*** Opening of SOURCE MATERIAL ***
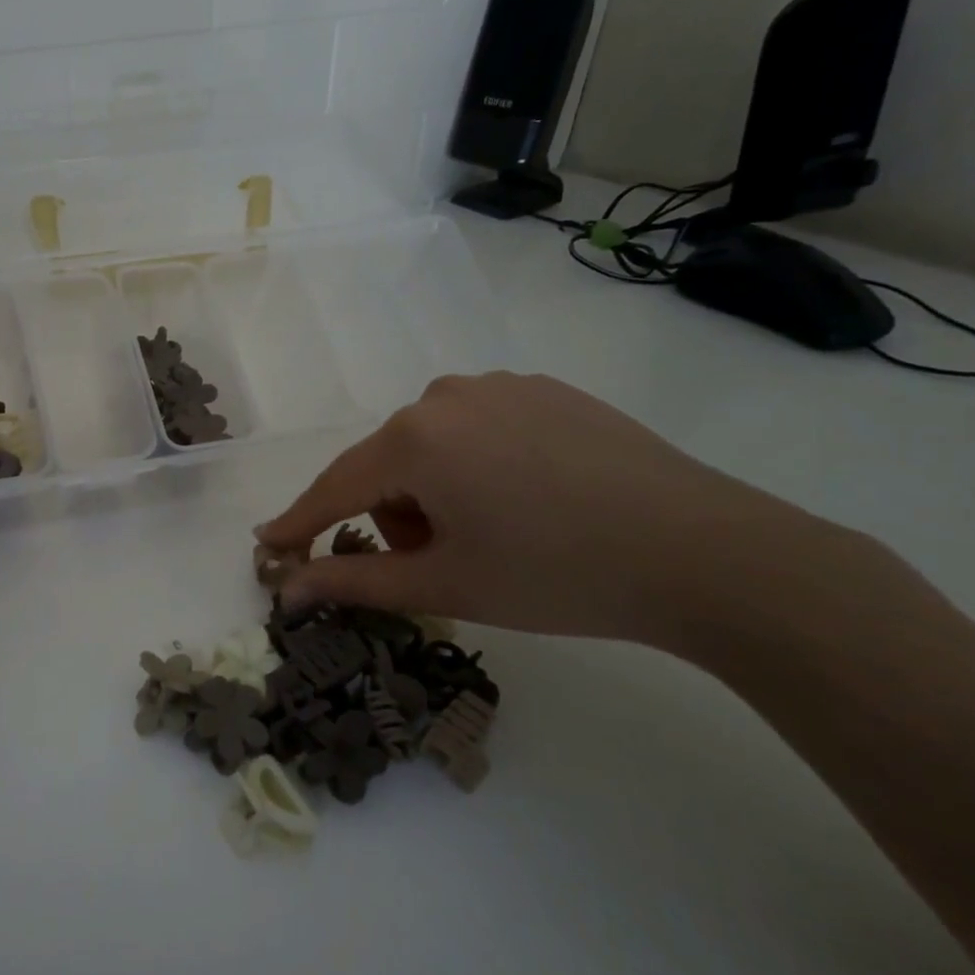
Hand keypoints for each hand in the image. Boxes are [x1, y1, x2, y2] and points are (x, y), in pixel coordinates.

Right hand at [256, 371, 819, 646]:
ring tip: (494, 531)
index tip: (267, 546)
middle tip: (445, 563)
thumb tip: (287, 589)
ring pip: (430, 445)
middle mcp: (445, 395)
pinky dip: (477, 466)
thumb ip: (354, 582)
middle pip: (386, 465)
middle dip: (395, 517)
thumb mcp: (445, 584)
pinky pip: (478, 428)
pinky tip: (531, 497)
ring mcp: (499, 385)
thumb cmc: (556, 575)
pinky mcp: (544, 390)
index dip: (299, 522)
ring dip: (435, 491)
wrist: (707, 553)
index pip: (335, 486)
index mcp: (414, 437)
*** Close of SOURCE MATERIAL ***
Copy down every line of the entries containing the word "middle".

middle tip: (445, 563)
middle mcp: (445, 395)
middle pip: (386, 465)
middle dip: (395, 517)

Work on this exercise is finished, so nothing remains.